# SVD review

**Singular Value Decomposition(SVD)** 
is a way of factorizing any $m\times n$ matrix $A$into singular vectors and singular values. SVD is more general than eigendecomposition, but can give us similar information. 

The SVD of a matrix A can be written as: 

$$\color{Blue}{A = UDV^{\top} \tag{24}}$$

Where $U$ is $m\times m$ orthonormal, $D$ is $m \times n$ diagonal matrix with non-negative singular values on the diagonals, and $V^T$ is $n \times n$ orthonormal. 
$(U^{\top} = U^{-1} \ \text{and} \ V^{\top} = V^{-1})$

The columns of $U$ are known as the **left-singular vectors**. The columns of $V$ are known as the **right-singular vectors**.

Geometrically, $U$ and $V$ can be thought of as rotation matrices, while $D$ is a scaling and projection matrix. 

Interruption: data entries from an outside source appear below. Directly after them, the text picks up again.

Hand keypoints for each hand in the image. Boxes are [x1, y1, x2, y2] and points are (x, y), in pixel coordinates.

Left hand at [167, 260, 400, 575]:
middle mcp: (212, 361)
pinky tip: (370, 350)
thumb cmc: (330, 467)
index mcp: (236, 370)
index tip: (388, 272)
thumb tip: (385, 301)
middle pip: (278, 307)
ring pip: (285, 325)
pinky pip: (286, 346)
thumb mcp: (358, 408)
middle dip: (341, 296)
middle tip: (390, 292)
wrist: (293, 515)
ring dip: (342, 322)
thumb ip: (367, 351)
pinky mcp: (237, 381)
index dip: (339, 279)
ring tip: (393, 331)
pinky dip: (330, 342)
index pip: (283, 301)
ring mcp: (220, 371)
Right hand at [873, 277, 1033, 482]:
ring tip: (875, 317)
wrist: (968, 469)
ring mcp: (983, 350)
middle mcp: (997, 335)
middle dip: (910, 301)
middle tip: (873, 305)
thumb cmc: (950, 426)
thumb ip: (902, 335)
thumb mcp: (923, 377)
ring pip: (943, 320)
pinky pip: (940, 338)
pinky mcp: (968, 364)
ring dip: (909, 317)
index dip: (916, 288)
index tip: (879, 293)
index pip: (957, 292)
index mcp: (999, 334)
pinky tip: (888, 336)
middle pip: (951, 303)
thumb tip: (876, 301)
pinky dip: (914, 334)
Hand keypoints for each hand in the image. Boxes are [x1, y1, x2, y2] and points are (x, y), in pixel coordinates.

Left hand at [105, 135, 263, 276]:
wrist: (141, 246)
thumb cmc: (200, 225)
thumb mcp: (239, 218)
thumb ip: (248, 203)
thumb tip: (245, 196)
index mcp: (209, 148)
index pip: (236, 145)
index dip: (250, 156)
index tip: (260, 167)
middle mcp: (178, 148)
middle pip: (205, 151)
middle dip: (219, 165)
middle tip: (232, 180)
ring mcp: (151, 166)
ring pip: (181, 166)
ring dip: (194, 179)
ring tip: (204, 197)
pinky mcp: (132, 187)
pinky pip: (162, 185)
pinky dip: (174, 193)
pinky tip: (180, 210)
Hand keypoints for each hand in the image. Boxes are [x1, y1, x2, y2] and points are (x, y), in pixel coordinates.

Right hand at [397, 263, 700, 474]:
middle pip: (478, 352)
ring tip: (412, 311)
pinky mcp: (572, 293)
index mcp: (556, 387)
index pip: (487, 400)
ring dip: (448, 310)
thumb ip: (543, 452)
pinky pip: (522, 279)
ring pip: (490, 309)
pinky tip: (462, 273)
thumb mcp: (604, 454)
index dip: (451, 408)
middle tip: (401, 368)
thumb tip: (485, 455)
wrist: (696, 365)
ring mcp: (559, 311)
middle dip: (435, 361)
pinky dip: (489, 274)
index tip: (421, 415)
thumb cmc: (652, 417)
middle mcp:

![Singular Value Decomposition](https://raw.githubusercontent.com/adhiraiyan/DeepLearningWithTF2.0/master/notebooks/figures/fig0208a.png)

# Moore Penrose Pseudoinverse

When solving linear least squares problems in the form $Xw = y$ ($X$ data matrix, $w$ coefficients, $y$ observations to predict). Often, $X$ is not square or directly invertible. 

The **Moore-Penrose pseudoinverse** $X^+$gives us a generalization of the inverse matrix that can help us solve linear least squares solutions, $w = X^+ y$ . 

A computationally simple and accurate of computing the pseudoinverse involves using the singular value decomposition. If $X = UDV^T$, then the pseudoinverse would be $$X^+ = VD^+ U^T$$ where $D^+$ of a diagonal matrix $D$ is obtained by taking the reciprocal of the nonzero diagonal entries, then transposing that matrix. 

Let us go through an example:

In [None]:
import matplotlib.pyplot as plt
import numpy as np
import pandas as pd
import os 
%matplotlib inline
np.random.seed(42)

In [None]:
matrix_X = np.random.uniform(size = [3, 2], low=1, high=10)
print("Matrix X: \n{}\n".format(matrix_X));
plt.imshow(matrix_X, cmap = 'Reds',vmin = 1, vmax = 10); plt.title(r'$X$');

In [None]:
## compute the svd of the matrix X. You can use numpy.
## CODE HERE

## CODE END

print("Matrix U: \n{} \n\nMatrix D: \n{} \n\nMatrix V^T: \n{}\n".format(u, d, vt))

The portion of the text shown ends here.